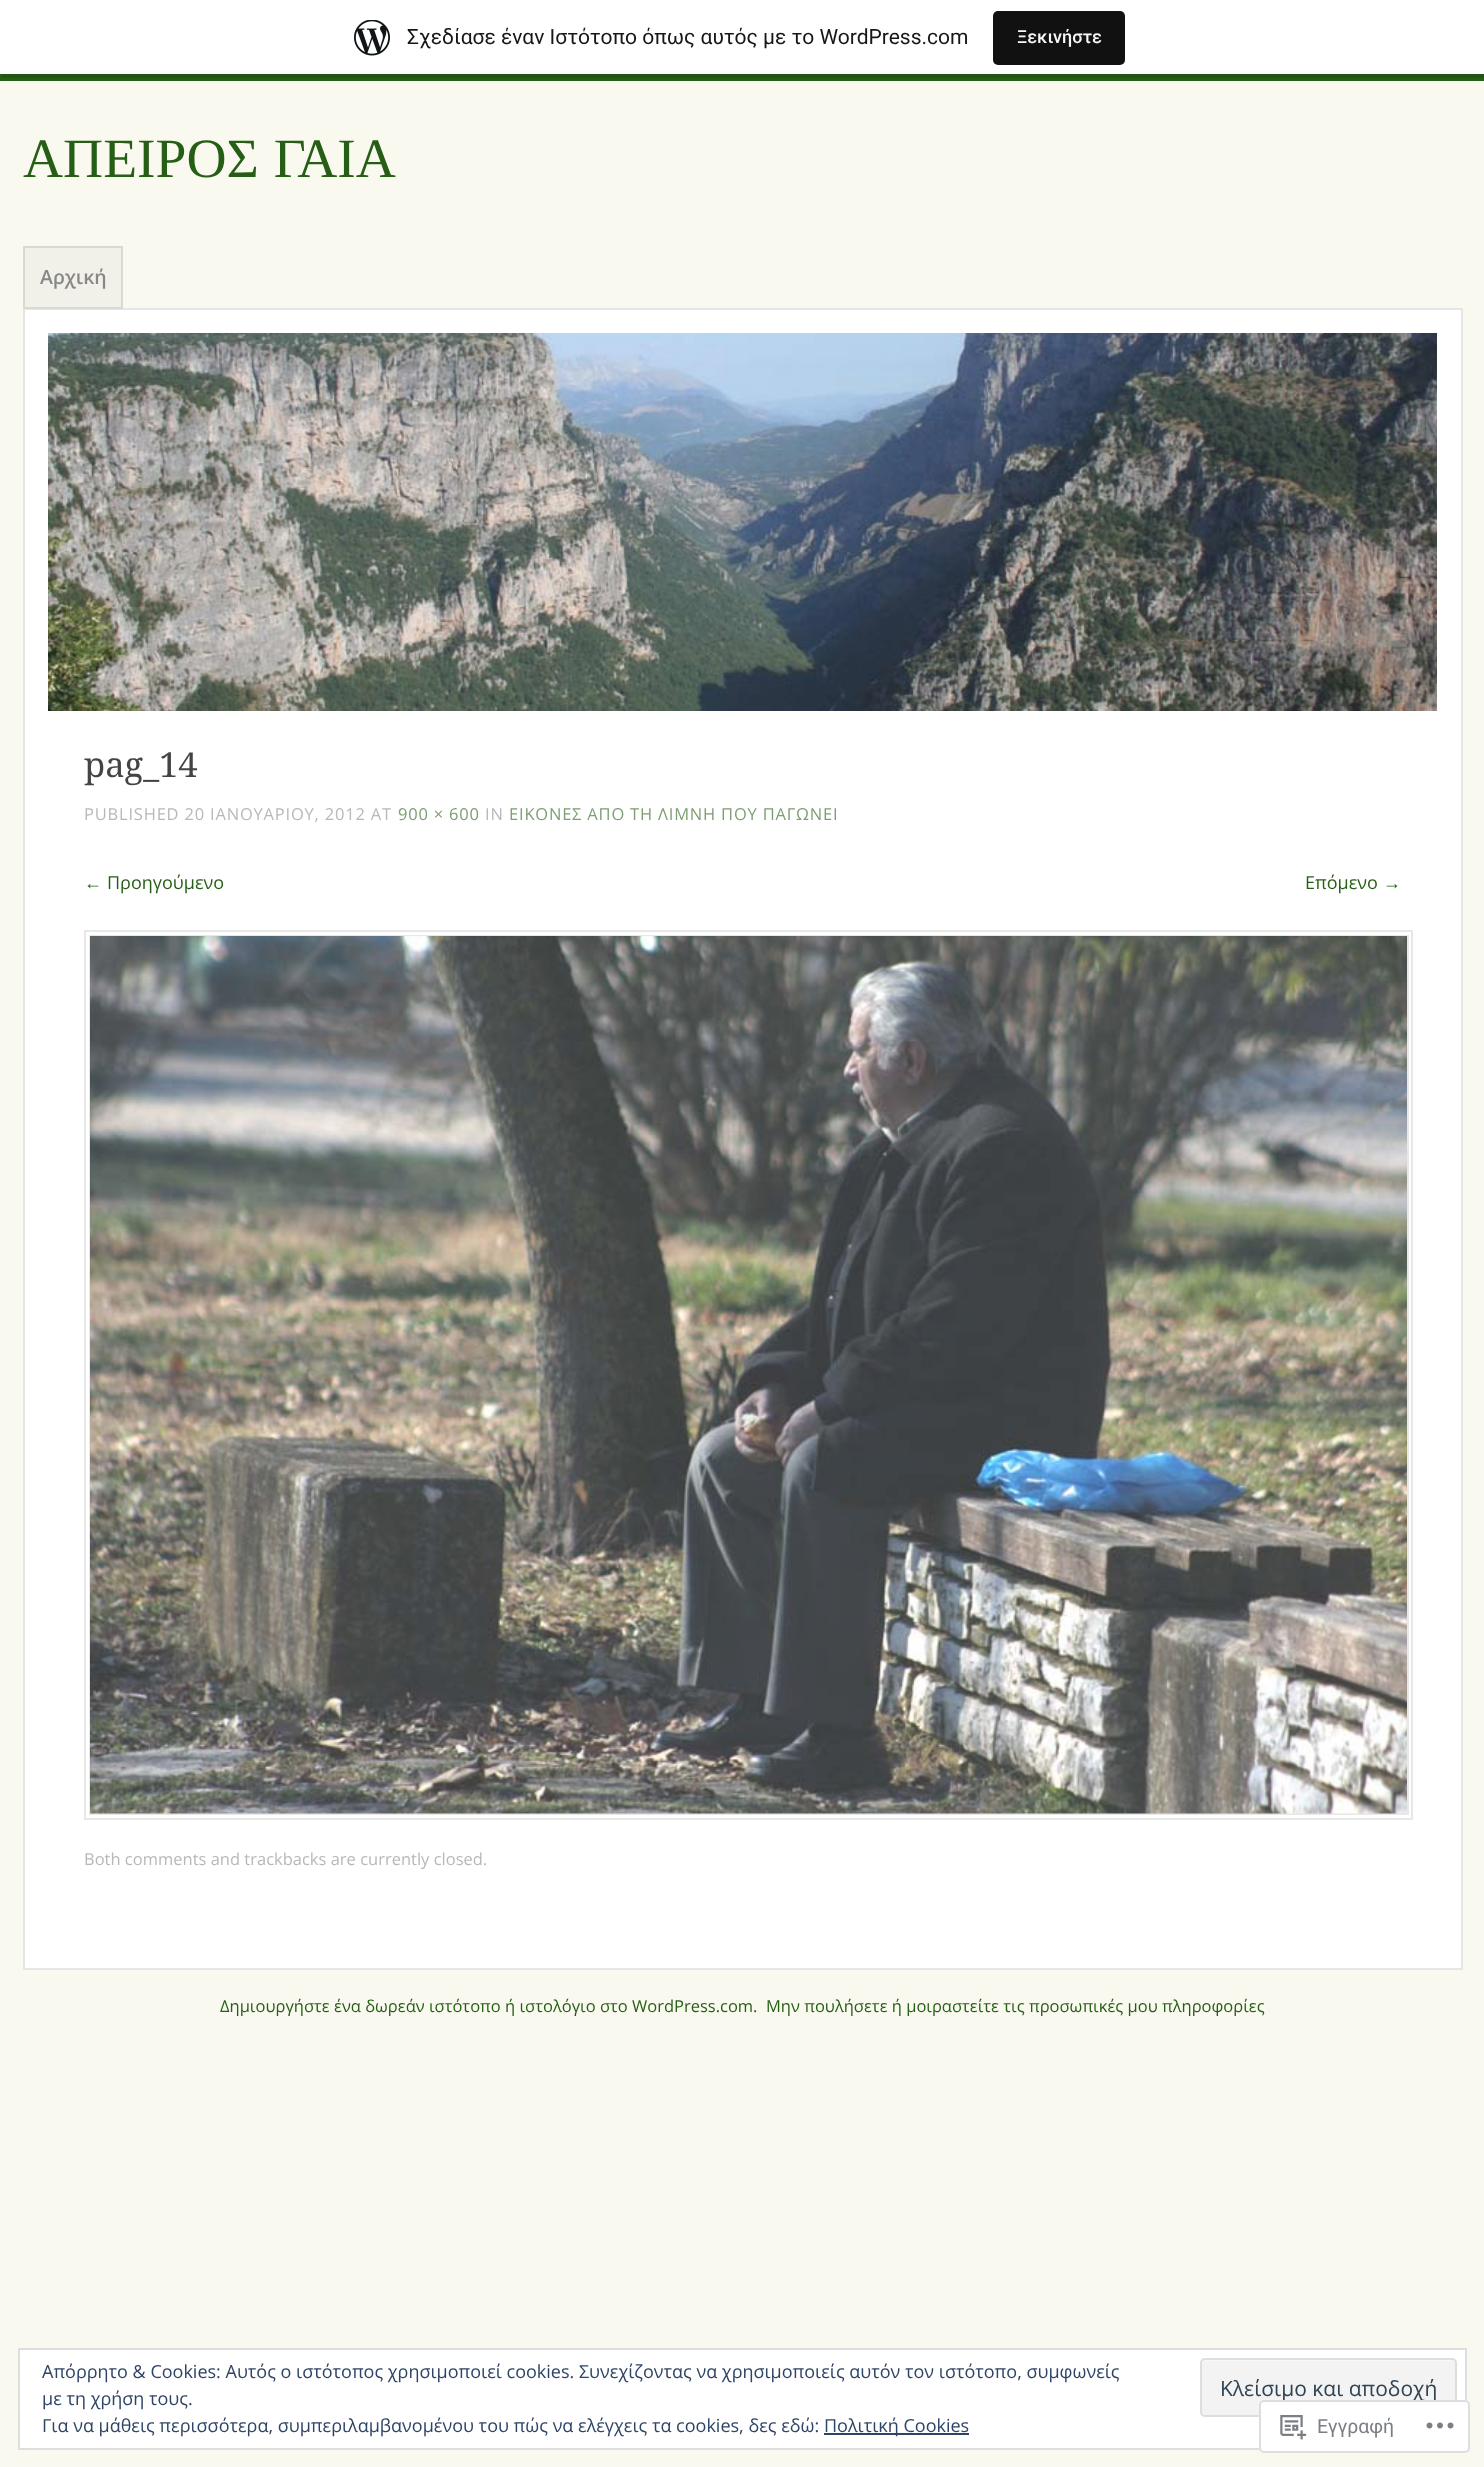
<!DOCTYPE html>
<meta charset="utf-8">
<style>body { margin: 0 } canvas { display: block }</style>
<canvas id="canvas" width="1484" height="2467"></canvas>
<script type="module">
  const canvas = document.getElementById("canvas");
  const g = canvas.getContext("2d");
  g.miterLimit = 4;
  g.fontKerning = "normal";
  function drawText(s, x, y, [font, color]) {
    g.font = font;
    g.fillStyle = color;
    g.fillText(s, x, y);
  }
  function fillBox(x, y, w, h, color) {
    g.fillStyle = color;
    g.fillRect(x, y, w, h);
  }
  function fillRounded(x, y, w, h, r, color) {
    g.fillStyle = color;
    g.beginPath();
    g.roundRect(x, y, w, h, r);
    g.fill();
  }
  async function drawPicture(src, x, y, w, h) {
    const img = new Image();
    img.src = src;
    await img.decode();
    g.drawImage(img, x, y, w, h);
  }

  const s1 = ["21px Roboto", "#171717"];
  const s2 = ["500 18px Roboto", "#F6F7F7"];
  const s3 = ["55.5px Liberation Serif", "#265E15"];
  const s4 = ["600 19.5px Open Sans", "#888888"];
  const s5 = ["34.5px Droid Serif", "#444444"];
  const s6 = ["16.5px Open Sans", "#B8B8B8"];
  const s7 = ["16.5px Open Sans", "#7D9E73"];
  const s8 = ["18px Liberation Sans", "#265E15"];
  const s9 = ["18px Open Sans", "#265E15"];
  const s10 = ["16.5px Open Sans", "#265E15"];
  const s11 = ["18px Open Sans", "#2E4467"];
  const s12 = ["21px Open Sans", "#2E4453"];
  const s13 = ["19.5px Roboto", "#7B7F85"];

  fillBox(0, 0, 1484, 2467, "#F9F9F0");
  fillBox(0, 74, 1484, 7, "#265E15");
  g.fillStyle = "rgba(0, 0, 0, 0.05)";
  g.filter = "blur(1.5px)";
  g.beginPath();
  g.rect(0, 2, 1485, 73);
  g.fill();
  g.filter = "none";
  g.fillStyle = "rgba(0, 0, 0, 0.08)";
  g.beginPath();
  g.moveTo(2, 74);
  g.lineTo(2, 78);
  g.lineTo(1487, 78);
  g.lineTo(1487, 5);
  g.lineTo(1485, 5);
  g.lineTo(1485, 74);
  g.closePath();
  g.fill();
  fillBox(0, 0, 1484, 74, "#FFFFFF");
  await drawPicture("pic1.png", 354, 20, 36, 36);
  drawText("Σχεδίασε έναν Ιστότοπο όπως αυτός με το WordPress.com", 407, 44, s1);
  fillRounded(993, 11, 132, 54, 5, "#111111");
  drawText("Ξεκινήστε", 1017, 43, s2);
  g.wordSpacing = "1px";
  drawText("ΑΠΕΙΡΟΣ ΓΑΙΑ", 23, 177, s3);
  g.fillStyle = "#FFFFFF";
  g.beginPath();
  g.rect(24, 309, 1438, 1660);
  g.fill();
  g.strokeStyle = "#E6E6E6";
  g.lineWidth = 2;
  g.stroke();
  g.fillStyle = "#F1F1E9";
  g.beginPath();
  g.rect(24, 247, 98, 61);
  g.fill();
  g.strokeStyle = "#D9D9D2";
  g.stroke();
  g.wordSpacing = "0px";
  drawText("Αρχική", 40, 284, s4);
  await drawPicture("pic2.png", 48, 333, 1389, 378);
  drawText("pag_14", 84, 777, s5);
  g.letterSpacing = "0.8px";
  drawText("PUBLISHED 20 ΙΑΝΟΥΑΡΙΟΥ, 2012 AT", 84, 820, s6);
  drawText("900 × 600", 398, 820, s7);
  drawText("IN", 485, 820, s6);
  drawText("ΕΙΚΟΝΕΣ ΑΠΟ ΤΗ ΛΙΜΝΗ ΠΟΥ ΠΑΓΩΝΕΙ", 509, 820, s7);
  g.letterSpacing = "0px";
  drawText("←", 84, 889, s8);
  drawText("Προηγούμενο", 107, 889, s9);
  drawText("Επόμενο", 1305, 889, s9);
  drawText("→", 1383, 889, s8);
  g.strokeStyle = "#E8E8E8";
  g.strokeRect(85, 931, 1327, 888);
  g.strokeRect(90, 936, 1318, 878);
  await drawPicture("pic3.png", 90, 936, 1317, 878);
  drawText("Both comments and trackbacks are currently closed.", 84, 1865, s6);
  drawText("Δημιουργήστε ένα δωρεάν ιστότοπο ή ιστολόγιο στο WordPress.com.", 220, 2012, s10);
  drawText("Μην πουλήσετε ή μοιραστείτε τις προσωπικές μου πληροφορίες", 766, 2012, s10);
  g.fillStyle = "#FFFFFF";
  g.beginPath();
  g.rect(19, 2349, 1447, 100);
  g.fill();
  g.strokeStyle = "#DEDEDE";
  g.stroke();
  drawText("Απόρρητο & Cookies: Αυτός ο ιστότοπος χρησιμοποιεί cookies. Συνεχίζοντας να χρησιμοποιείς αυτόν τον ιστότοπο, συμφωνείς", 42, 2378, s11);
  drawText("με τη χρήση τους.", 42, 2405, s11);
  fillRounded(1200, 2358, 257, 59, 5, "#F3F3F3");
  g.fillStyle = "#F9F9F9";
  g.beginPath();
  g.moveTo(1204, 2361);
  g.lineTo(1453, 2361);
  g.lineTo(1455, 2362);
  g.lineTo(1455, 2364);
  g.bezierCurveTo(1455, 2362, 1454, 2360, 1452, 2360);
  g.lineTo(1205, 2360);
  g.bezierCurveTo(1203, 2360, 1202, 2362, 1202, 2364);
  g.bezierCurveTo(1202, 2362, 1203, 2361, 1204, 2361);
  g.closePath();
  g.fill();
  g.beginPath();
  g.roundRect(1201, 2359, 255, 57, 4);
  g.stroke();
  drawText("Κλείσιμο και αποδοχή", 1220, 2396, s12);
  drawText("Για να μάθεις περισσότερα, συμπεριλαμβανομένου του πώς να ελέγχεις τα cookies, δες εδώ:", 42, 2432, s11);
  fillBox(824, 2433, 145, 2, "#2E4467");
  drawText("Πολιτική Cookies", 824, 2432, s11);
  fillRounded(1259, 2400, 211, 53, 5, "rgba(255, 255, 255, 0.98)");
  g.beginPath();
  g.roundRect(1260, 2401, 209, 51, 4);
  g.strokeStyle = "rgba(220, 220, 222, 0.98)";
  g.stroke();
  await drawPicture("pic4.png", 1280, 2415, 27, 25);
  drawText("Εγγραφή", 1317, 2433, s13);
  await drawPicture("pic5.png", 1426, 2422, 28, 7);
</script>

## Your assignment:
Show the lines above with "function".

## Completed exercise:
  function drawText(s, x, y, [font, color]) {
  function fillBox(x, y, w, h, color) {
  function fillRounded(x, y, w, h, r, color) {
  async function drawPicture(src, x, y, w, h) {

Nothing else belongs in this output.